Bitcoin is under fresh selling pressure from U.S.-based participants this week, just as the broader market trains its attention on Nvidia's Q1 earnings — described by traders as the single biggest earnings event of the season. The move lower comes as risk assets globally take a cautious stance ahead of the chipmaker's report, which is seen as a bellwether for both AI demand and risk-on sentiment.
Selling from U.S. addresses
The pressure is distinctly American. On-chain data and exchange flows point to increased selling activity from wallets and platforms tied to U.S. entities. The timing isn't great: Bitcoin had been grinding higher through early May, but the past 48 hours have erased some of those gains.
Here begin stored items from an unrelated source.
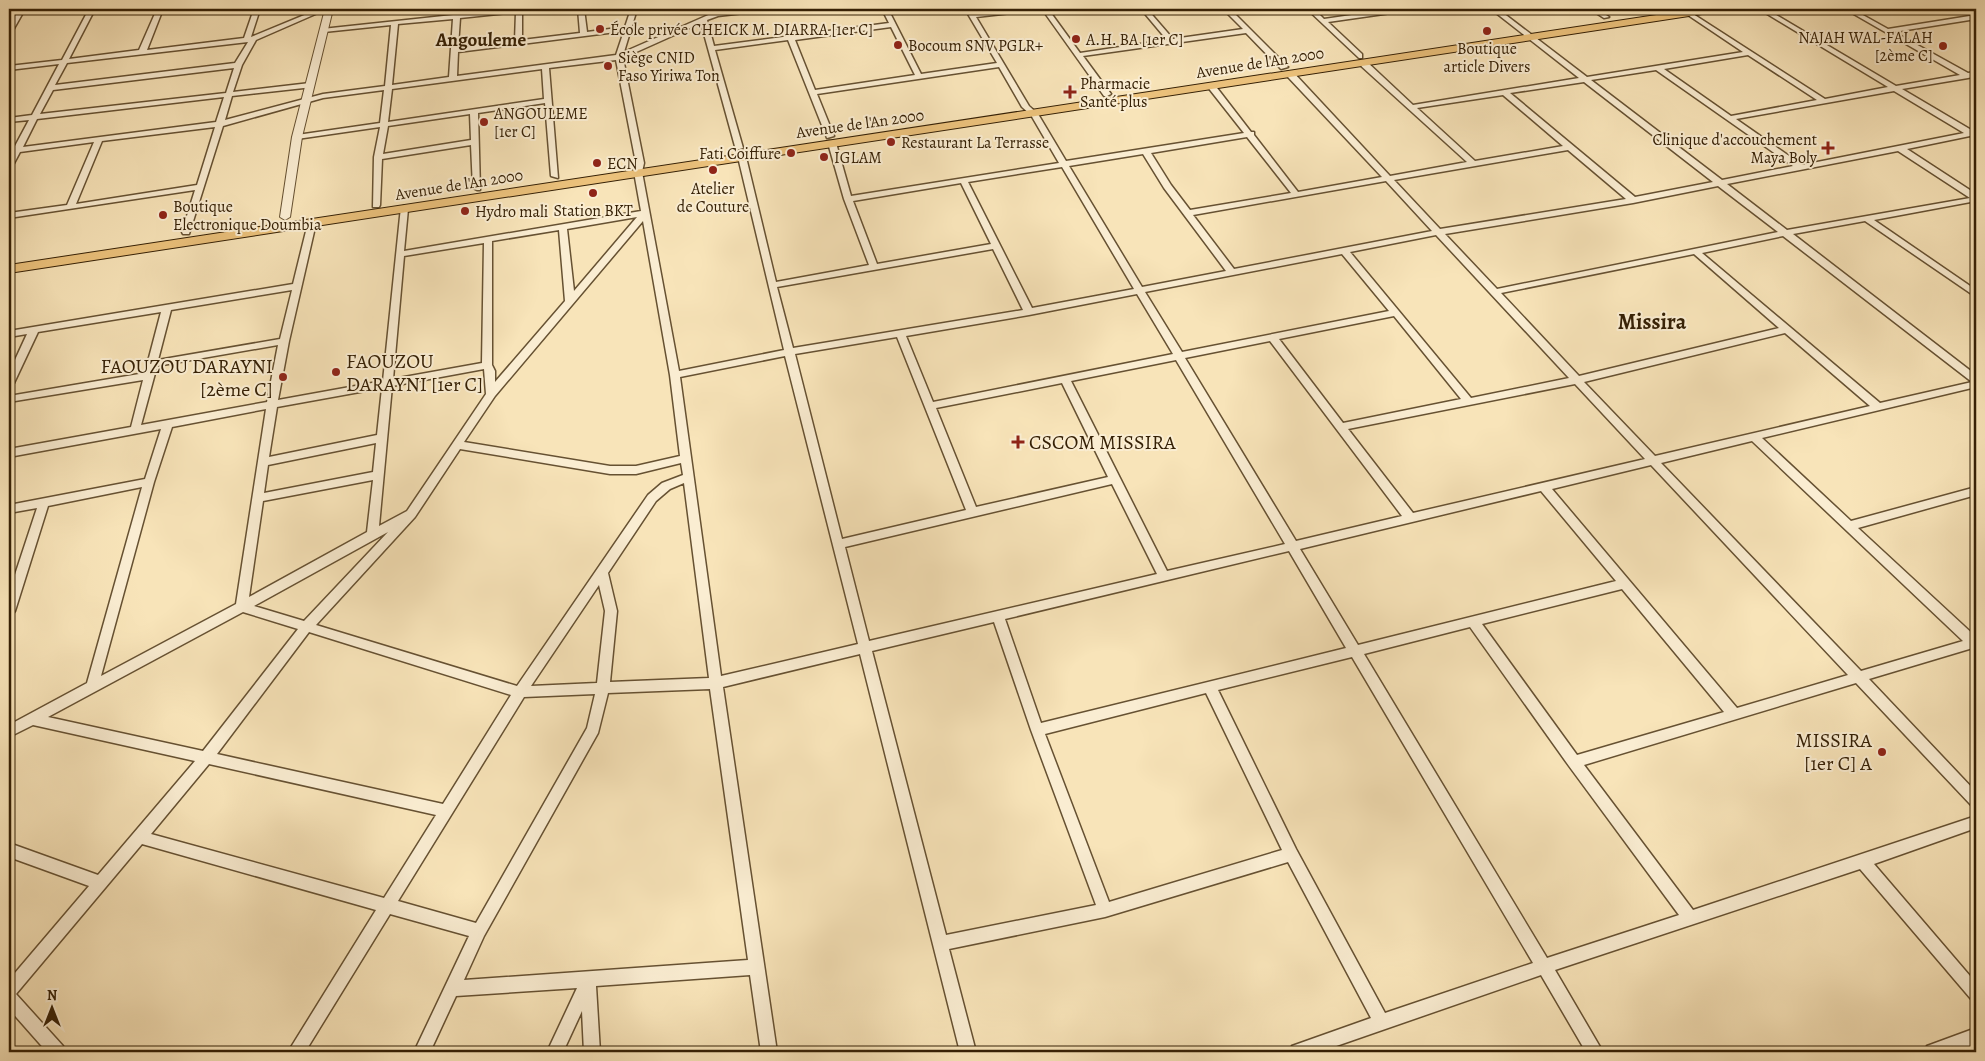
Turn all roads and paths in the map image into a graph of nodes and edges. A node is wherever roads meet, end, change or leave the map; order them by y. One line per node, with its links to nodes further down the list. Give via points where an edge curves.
1 (22, 9): 42 (street)
2 (92, 9): 56 (street)
3 (160, 9): 51 (street)
4 (257, 9): 45 (street)
5 (324, 9): 45 (street)
6 (328, 9): 39 (street)
7 (581, 9): 44 (street)
8 (634, 9): 38 (street)
9 (727, 9): 28 (street)
10 (761, 9): 28 (street)
11 (885, 9): 36 (street)
12 (968, 9): 29 (street)
13 (1030, 9): 29 (street)
14 (1045, 9): 53 (street)
15 (1144, 9): 47 (street)
16 (1226, 9): 40 (street)
17 (1310, 9): 34 (street)
18 (1405, 9): 34 (street)
19 (1494, 9): 43 (street)
20 (1593, 9): 30 (street)
21 (1666, 9): 30 (main road, Avenue de l'An 2000)
22 (1716, 9): 27 (main road, Avenue de l'An 2000)
23 (1762, 9): 71 (street)
24 (1848, 9): 41 (street)
25 (519, 10): 26 (street); 48 (street)
26 (457, 13): 35 (street); 50 (street)
27 (1688, 13): 43 (main road, Avenue de l'An 2000); 52 (street)
28 (716, 14): 32 (street)
29 (972, 16): 58 (street)
30 (1606, 17): 43 (main road, Avenue de l'An 2000)
31 (1976, 17): 33 (street)
32 (704, 19): 49 (street); 54 (street)
33 (1963, 19): 37 (street); 41 (street)
34 (1322, 22): 55 (street)
35 (395, 24): 39 (street); 69 (street)
36 (893, 25): 46 (street); 64 (street)
37 (1976, 26)
38 (627, 29): 44 (street); 54 (street)
39 (324, 30): 67 (street)
40 (1246, 31): 47 (street); 62 (street)
41 (1886, 31): 63 (street)
42 (9, 32)
43 (1525, 33): 55 (main road, Avenue de l'An 2000); 66 (street)
44 (584, 34): 48 (street)
45 (250, 39): 51 (street); 57 (street)
46 (791, 39): 49 (street); 72 (street)
47 (1171, 41): 53 (street)
48 (518, 43): 50 (street)
49 (711, 48): 97 (street)
50 (454, 50): 65 (street)
51 (142, 52): 56 (street)
52 (1749, 53): 61 (street); 78 (street)
53 (1078, 54): 75 (street)
54 (619, 57): 59 (street); 102 (street)
55 (1361, 59): 62 (main road, Avenue de l'An 2000); 79 (street)
56 (64, 62): 60 (street); 70 (street)
57 (238, 65): 70 (street); 74 (street)
58 (1002, 65): 64 (street); 81 (street)
59 (545, 67): 65 (street); 76 (street)
60 (9, 68)
61 (1658, 68): 66 (street); 83 (street)
62 (1287, 70): 68 (main road, Avenue de l'An 2000); 75 (main road, Avenue de l'An 2000); 105 (street)
63 (1972, 75): 71 (street)
64 (919, 77): 72 (street)
65 (454, 78): 69 (street)
66 (1586, 79): 73 (street); 107 (street)
67 (310, 84): 74 (street); 77 (street)
68 (1211, 86): 81 (main road, Avenue de l'An 2000); 87 (street)
69 (388, 87): 77 (street, via 323,96); 86 (street)
70 (50, 88): 82 (street)
71 (1897, 89): 78 (street); 88 (street)
72 (814, 92): 91 (street)
73 (1504, 92): 79 (street); 93 (street)
74 (229, 94): 82 (street); 85 (street)
75 (1107, 94): 81 (main road, Avenue de l'An 2000)
76 (546, 101): 80 (street); 104 (street)
77 (307, 102): 85 (street); 89 (street)
78 (1825, 102): 83 (street)
79 (1412, 107): 101 (street)
80 (474, 110): 86 (street); 92 (street)
81 (1030, 111): 91 (main road, Avenue de l'An 2000); 100 (street)
82 (34, 117): 84 (street); 95 (street)
83 (1730, 118): 103 (street)
84 (9, 120)
85 (220, 124): 90 (street); 108 (street)
86 (384, 125): 89 (street); 98 (street)
87 (1250, 134): 96 (street); 110 (street)
88 (1975, 135): 94 (street)
89 (297, 137): 120 (street)
90 (99, 140): 95 (street); 115 (street)
91 (831, 140): 97 (main road, Avenue de l'An 2000); 112 (street)
92 (476, 142): 98 (street); 109 (street)
93 (1570, 147): 101 (street); 113 (street)
94 (1900, 148): 103 (street); 111 (street)
95 (12, 150): 99 (street)
96 (1145, 150): 100 (street); 118 (street)
97 (741, 152): 102 (main road, Avenue de l'An 2000); 136 (street)
98 (378, 157): 114 (street)
99 (9, 164)
100 (1064, 164): 106 (street); 139 (street)
101 (1474, 164): 105 (street)
102 (639, 168): 104 (main road, Avenue de l'An 2000); 116 (main road, Avenue de l'An 2000); 117 (street)
103 (1801, 168): 107 (street)
104 (555, 176): 109 (main road, Avenue de l'An 2000)
105 (1387, 178): 110 (street); 125 (street)
106 (963, 180): 112 (street); 128 (street)
107 (1721, 184): 113 (street); 126 (street)
108 (200, 187): 115 (street); 124 (street)
109 (477, 188): 114 (main road, Avenue de l'An 2000)
110 (1296, 194): 118 (street)
111 (1976, 198): 121 (street)
112 (848, 199): 133 (street)
113 (1633, 200): 125 (street)
114 (376, 205): 120 (main road, Avenue de l'An 2000)
115 (70, 207): 119 (street)
116 (404, 209): 122 (main road, Avenue de l'An 2000); 131 (street)
117 (645, 213): 123 (street); 141 (street); 155 (street)
118 (1188, 213): 135 (street)
119 (9, 216)
120 (285, 217): 124 (main road, Avenue de l'An 2000)
121 (1866, 219): 126 (street); 138 (street)
122 (312, 223): 134 (main road, Avenue de l'An 2000); 137 (street)
123 (563, 227): 127 (street); 141 (street)
124 (186, 232): 132 (main road, Avenue de l'An 2000)
125 (1439, 232): 129 (street); 140 (street)
126 (1786, 233): 130 (street); 159 (street)
127 (488, 239): 131 (street); 154 (street)
128 (994, 246): 133 (street); 143 (street)
129 (1344, 250): 135 (street); 144 (street)
130 (1695, 251): 140 (street); 145 (street)
131 (401, 254): 160 (street)
132 (9, 259)
133 (874, 267): 136 (street)
134 (9, 268)
135 (1231, 271): 139 (street)
136 (772, 285): 151 (street)
137 (298, 286): 142 (street); 150 (street)
138 (1974, 291)
139 (1140, 292): 143 (street); 152 (street)
140 (1494, 292): 158 (street)
141 (570, 302): 163 (street)
142 (167, 308): 146 (street); 153 (street)
143 (1029, 312): 148 (street)
144 (1396, 313): 149 (street); 165 (street)
145 (1788, 329): 158 (street); 168 (street)
146 (34, 330): 147 (street); 161 (street)
147 (9, 334)
148 (901, 334): 151 (street); 167 (street)
149 (1273, 338): 152 (street); 170 (street)
150 (284, 341): 153 (street); 166 (street)
151 (790, 352): 155 (street); 193 (street)
152 (1178, 356): 157 (street); 194 (street)
153 (152, 364): 156 (street)
154 (487, 366): 160 (street); 163 (street)
155 (675, 375): 176 (street)
156 (149, 376): 164 (street); 171 (street)
157 (1065, 379): 167 (street); 181 (street)
158 (1577, 380): 165 (street); 177 (street)
159 (1976, 380)
160 (387, 382): 166 (street); 173 (street)
161 (9, 383)
162 (1976, 384): 168 (street)
163 (491, 394): 174 (street)
164 (9, 399)
165 (1469, 402): 170 (street)
166 (272, 404): 169 (street); 178 (street)
167 (929, 406): 188 (street)
168 (1878, 407): 172 (street)
169 (168, 424): 171 (street); 182 (street)
170 (1340, 427): 190 (street)
171 (135, 430): 175 (street)
172 (1754, 437): 177 (street); 191 (street)
173 (383, 438): 178 (street); 179 (street)
174 (457, 445): 176 (street, via 610,470 636,470); 189 (street)
175 (9, 453)
176 (686, 458): 180 (street)
177 (1652, 461): 183 (street); 206 (street)
178 (264, 462): 185 (street)
179 (378, 476): 185 (street); 192 (street)
180 (689, 477): 195 (street, via 666,486 652,498); 207 (street)
181 (1115, 479): 188 (street); 196 (street)
182 (149, 482): 186 (street); 209 (street)
183 (1544, 486): 190 (street); 197 (street)
184 (1976, 491): 191 (street)
185 (259, 498): 198 (street)
186 (44, 502): 187 (street); 199 (street)
187 (9, 509)
188 (973, 513): 193 (street)
189 (411, 514): 192 (street); 202 (street)
190 (1410, 518): 194 (street)
191 (1848, 526): 203 (street)
192 (373, 534): 198 (street)
193 (838, 544): 204 (street)
194 (1292, 546): 196 (street); 205 (street)
195 (602, 572): 210 (street, via 611,611); 211 (street)
196 (1164, 577): 200 (street)
197 (1623, 584): 201 (street); 212 (street)
198 (242, 607): 202 (street); 209 (street)
199 (9, 611)
200 (998, 616): 204 (street); 214 (street)
201 (1473, 621): 205 (street); 217 (street)
202 (306, 627): 211 (street); 216 (street)
203 (1975, 643): 206 (street)
204 (863, 648): 207 (street); 230 (street)
205 (1354, 652): 208 (street); 232 (street)
206 (1857, 676): 212 (street); 218 (street)
207 (716, 683): 210 (street); 231 (street)
208 (1209, 686): 214 (street); 223 (street)
209 (92, 687): 213 (street)
210 (603, 687): 211 (street); 229 (street, via 593,729)
211 (520, 692): 219 (street)
212 (1732, 713): 217 (street)
213 (32, 719): 215 (street); 216 (street)
214 (1037, 730): 227 (street)
215 (9, 731)
216 (205, 759): 219 (street); 221 (street)
217 (1574, 762): 228 (street)
218 (1976, 801)
219 (446, 812): 226 (street)
220 (1976, 822): 224 (street)
221 (139, 837): 225 (street); 226 (street)
222 (9, 850): 225 (street)
223 (1292, 854): 227 (street); 238 (street)
224 (1863, 862): 228 (street); 236 (street)
225 (100, 883): 235 (street)
226 (388, 906): 229 (street); 241 (street)
227 (1105, 910): 230 (street)
228 (1690, 918): 232 (street)
229 (479, 931): 234 (street)
230 (939, 944): 246 (street)
231 (756, 967): 233 (street); 245 (street)
232 (1546, 967): 238 (street); 248 (street)
233 (588, 980): 234 (street); 243 (street); 244 (street)
234 (451, 990): 242 (street)
235 (9, 991)
236 (1976, 994)
237 (9, 998): 240 (street)
238 (1381, 1021): 247 (street)
239 (1976, 1036): 249 (street)
240 (57, 1052)
241 (296, 1052)
242 (422, 1052)
243 (555, 1052)
244 (592, 1052)
245 (769, 1052)
246 (968, 1052)
247 (1298, 1052)
248 (1595, 1052)
249 (1933, 1052)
The exact trigger is unclear — no single exchange or whale has been named — but the pattern is consistent enough that traders are paying attention.
It's not panic selling. Volumes have picked up, but not to levels that suggest a coordinated dump. More like a steady drip of offers that keeps the bid thin. For now, the market is absorbing it, but the price action has turned choppy.
The Nvidia factor
Nvidia's Q1 earnings report, due this week, is being billed as the 'biggest earnings event' of the quarter — not just for tech, but for the entire risk-on complex. Crypto has increasingly traded in sync with high-growth tech stocks, and Nvidia's results and forward guidance are seen as a proxy for AI capex and the broader economic narrative.
If Nvidia delivers a blowout, the thinking goes, it could lift all risk assets — crypto included. A miss, or cautious guidance, could reinforce the risk-off mood that's already weighing on Bitcoin. The market is essentially holding its breath.
What traders are watching
There's no shortage of cross-currents. The U.S. selling pressure is a near-term headwind, but it's playing out against a macro backdrop that's largely supportive: rate-cut expectations are still alive, and institutional flows into spot Bitcoin ETFs remain steady. The question is whether the selling is just profit-taking ahead of a binary event or something more structural.
For now, the answer depends on Nvidia. The report lands later this week, and the crypto market will be watching the tape as closely as any Nasdaq trader.